### Problem details
Return only those lines of the listing in which "this" appears.

### Data supplied
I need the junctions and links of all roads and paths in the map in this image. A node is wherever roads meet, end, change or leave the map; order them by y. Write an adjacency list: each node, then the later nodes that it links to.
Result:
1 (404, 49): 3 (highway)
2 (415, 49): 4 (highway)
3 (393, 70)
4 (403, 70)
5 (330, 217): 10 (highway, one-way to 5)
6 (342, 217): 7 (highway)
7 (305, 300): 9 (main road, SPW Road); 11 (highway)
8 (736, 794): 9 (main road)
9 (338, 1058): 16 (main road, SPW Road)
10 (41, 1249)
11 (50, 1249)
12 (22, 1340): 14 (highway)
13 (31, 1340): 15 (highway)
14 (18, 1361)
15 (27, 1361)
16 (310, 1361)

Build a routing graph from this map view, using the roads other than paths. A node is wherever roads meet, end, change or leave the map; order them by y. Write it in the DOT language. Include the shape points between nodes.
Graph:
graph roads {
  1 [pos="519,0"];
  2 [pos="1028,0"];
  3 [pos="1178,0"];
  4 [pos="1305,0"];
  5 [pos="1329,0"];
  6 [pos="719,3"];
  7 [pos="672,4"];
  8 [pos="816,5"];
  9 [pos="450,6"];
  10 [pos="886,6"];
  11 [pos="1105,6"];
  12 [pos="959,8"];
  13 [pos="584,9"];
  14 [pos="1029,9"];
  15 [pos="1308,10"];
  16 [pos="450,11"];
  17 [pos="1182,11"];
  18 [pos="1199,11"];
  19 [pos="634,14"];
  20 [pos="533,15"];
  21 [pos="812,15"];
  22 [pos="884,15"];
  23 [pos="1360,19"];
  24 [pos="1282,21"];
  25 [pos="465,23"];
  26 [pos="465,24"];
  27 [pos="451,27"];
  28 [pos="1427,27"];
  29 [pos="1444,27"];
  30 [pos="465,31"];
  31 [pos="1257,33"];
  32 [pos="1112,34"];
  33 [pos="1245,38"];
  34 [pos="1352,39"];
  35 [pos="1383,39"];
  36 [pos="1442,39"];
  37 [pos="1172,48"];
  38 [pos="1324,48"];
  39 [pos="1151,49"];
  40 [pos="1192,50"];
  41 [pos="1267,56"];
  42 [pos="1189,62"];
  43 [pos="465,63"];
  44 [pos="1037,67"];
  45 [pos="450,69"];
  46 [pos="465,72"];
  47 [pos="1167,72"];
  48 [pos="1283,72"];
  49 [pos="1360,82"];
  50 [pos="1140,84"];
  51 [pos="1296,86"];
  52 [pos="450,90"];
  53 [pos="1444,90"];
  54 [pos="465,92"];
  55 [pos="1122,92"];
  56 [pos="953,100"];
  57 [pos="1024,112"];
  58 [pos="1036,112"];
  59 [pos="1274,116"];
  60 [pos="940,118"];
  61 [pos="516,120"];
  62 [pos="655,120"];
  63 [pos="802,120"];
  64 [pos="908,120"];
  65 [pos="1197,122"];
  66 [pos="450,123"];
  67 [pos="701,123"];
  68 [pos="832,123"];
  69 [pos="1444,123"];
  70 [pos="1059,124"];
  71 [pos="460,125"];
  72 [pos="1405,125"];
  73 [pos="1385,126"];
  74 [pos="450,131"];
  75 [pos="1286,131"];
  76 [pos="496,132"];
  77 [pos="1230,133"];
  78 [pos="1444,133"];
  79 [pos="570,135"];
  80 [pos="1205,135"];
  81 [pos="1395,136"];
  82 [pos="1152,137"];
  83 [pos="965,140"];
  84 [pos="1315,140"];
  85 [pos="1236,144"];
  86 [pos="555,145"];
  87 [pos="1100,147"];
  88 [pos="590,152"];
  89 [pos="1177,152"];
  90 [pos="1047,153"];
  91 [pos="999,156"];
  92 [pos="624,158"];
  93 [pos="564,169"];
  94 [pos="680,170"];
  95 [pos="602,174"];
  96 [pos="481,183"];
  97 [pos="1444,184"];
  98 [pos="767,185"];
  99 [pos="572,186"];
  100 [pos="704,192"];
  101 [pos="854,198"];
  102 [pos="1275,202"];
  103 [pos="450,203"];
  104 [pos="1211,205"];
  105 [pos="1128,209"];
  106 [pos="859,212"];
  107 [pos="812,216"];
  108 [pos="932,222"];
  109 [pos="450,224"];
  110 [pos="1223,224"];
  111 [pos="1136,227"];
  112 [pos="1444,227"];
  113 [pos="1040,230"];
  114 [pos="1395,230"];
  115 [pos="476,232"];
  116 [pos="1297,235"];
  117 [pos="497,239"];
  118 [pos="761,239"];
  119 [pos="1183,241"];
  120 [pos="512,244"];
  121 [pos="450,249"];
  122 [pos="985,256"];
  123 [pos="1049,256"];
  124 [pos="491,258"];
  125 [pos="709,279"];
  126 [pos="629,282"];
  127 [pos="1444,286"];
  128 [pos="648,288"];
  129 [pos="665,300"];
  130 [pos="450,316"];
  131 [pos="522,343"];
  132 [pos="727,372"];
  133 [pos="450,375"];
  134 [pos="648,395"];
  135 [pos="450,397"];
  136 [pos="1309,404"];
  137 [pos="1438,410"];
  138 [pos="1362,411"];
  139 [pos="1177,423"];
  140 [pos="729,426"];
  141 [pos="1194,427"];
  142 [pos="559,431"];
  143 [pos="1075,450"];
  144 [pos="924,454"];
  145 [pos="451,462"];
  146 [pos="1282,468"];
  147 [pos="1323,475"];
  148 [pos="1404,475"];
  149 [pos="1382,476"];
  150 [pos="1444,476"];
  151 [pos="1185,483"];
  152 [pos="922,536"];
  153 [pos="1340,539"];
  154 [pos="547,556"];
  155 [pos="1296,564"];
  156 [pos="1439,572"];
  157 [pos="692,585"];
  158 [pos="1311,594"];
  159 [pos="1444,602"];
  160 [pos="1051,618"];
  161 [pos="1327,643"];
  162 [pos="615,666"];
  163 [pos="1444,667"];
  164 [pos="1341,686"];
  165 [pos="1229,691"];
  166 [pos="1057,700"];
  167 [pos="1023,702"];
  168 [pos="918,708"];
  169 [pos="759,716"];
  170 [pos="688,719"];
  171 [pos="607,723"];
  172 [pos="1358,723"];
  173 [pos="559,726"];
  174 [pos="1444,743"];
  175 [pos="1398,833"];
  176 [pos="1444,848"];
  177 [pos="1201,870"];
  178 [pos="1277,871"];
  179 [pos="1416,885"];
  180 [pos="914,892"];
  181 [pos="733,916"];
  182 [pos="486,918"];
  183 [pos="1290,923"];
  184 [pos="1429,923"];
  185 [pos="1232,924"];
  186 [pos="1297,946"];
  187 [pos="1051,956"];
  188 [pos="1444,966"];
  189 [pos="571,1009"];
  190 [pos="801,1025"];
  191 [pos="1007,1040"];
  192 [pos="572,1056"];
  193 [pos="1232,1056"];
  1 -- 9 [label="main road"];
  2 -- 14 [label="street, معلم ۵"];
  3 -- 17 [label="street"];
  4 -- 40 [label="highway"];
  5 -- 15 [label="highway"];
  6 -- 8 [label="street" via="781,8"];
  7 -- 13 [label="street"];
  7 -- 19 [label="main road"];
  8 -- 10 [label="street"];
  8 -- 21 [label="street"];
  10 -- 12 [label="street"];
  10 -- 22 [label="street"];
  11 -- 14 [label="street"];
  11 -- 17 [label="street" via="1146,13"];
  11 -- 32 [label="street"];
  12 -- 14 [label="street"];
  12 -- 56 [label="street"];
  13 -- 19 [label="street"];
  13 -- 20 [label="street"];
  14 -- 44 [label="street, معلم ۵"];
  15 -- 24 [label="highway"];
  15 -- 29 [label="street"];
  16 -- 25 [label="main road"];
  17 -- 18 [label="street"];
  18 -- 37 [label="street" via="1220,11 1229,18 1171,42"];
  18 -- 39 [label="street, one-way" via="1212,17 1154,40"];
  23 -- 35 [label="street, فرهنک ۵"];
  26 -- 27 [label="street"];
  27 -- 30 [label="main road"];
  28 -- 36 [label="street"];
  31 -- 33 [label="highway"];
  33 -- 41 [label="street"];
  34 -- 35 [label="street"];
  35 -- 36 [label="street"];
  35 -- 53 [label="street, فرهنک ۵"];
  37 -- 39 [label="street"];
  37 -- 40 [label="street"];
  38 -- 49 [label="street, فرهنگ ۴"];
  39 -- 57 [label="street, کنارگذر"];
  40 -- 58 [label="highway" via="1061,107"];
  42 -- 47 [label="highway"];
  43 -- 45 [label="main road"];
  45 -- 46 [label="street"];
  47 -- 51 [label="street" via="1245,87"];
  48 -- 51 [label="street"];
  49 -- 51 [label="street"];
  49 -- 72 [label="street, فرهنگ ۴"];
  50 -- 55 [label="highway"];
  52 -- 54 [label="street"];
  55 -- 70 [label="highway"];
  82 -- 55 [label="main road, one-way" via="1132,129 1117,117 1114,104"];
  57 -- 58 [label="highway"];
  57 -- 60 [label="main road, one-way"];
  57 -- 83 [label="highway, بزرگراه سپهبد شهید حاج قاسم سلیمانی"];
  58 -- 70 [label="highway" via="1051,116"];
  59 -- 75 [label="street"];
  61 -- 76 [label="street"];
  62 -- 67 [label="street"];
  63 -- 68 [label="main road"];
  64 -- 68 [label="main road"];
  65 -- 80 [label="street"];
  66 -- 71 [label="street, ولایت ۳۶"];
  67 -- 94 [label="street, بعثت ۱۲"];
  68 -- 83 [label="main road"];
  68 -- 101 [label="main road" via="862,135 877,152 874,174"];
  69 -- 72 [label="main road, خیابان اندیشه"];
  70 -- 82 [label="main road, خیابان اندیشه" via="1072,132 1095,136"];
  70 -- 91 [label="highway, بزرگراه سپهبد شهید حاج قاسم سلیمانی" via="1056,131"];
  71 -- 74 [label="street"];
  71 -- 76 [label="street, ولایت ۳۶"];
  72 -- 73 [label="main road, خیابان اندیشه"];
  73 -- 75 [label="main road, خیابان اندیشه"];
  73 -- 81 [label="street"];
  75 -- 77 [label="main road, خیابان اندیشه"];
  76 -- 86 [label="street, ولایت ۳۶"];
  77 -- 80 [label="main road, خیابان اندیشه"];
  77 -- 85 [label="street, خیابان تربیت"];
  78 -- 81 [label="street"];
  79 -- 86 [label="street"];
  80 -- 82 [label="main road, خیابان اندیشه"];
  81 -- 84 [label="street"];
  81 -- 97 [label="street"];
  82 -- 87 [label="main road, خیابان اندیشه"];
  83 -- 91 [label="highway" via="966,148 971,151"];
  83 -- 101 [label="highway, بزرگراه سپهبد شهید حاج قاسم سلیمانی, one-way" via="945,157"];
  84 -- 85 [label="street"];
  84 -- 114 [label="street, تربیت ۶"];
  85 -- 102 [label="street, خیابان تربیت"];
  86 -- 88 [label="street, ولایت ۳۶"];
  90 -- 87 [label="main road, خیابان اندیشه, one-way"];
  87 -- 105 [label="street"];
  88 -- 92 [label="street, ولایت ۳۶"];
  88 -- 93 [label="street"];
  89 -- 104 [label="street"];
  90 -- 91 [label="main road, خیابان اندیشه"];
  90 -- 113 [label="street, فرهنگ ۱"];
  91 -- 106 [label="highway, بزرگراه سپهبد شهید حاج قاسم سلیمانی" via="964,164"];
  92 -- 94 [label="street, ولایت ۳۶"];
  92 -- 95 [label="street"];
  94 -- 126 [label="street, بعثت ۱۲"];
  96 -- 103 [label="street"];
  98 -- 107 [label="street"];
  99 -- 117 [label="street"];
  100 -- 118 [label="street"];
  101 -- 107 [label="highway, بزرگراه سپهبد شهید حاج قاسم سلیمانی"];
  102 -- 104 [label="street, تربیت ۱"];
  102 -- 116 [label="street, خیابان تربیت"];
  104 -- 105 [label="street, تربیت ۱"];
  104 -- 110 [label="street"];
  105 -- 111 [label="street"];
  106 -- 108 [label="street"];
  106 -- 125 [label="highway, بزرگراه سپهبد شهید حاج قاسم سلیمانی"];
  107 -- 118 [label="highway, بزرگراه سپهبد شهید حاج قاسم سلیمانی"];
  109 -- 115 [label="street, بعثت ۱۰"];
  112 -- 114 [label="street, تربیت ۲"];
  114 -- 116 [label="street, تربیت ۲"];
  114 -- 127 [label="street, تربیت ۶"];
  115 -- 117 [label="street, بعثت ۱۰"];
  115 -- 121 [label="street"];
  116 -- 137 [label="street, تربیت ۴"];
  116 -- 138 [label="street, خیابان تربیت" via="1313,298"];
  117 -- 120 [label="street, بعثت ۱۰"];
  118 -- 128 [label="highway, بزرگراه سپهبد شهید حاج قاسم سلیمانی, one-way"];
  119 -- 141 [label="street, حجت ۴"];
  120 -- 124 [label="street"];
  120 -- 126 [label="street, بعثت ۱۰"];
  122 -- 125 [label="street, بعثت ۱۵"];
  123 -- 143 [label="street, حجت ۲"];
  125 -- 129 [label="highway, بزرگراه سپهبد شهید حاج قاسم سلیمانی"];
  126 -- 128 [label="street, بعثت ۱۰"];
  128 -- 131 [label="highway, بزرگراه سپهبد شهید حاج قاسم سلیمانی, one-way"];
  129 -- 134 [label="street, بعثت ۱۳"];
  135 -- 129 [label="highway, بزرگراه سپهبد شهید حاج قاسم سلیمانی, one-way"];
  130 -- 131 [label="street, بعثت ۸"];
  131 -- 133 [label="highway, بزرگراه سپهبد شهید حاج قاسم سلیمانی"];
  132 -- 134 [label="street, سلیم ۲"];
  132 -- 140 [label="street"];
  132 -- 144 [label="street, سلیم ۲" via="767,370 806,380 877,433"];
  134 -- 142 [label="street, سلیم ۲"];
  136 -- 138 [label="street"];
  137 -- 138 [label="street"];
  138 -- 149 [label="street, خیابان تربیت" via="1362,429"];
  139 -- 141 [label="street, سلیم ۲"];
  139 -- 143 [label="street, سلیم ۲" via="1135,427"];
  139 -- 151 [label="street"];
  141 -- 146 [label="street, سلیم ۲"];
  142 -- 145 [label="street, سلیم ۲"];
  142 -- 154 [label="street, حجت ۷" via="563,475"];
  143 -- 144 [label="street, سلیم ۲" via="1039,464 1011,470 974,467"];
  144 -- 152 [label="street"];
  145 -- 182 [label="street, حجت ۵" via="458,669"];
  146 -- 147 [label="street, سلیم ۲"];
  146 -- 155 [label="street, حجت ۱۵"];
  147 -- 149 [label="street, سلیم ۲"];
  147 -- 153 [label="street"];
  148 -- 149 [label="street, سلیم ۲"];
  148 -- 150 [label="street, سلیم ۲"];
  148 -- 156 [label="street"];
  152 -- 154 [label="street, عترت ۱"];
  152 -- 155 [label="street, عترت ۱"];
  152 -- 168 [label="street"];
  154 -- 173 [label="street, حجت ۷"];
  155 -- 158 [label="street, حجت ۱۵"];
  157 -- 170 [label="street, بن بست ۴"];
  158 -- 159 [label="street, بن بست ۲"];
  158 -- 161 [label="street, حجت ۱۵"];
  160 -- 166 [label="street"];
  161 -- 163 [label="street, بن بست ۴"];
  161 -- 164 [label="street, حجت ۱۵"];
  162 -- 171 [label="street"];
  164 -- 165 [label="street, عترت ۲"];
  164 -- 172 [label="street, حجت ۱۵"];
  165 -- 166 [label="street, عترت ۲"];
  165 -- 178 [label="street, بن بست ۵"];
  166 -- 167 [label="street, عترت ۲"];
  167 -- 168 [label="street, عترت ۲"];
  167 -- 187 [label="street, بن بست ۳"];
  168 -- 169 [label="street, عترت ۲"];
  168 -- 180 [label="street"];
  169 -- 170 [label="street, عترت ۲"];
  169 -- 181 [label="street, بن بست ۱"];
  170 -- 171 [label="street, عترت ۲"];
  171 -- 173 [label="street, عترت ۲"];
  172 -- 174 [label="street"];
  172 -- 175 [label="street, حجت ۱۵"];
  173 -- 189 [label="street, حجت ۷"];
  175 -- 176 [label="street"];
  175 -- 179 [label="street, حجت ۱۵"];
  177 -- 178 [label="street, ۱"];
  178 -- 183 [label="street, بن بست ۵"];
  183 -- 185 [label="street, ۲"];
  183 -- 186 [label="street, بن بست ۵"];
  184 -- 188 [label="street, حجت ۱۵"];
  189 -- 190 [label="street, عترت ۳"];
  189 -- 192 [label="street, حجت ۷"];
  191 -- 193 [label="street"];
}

### Solution below
I need the junctions and links of all roads and paths in the map in this image. A node is wherever roads meet, end, change or leave the map; order them by y. Write an adjacency list: each node, then the later nodes that it links to.
Build a routing graph from this map view, using the roads other than paths. A node is wherever roads meet, end, change or leave the map; order them by y. Write it in the DOT language. Include the shape points between nodes.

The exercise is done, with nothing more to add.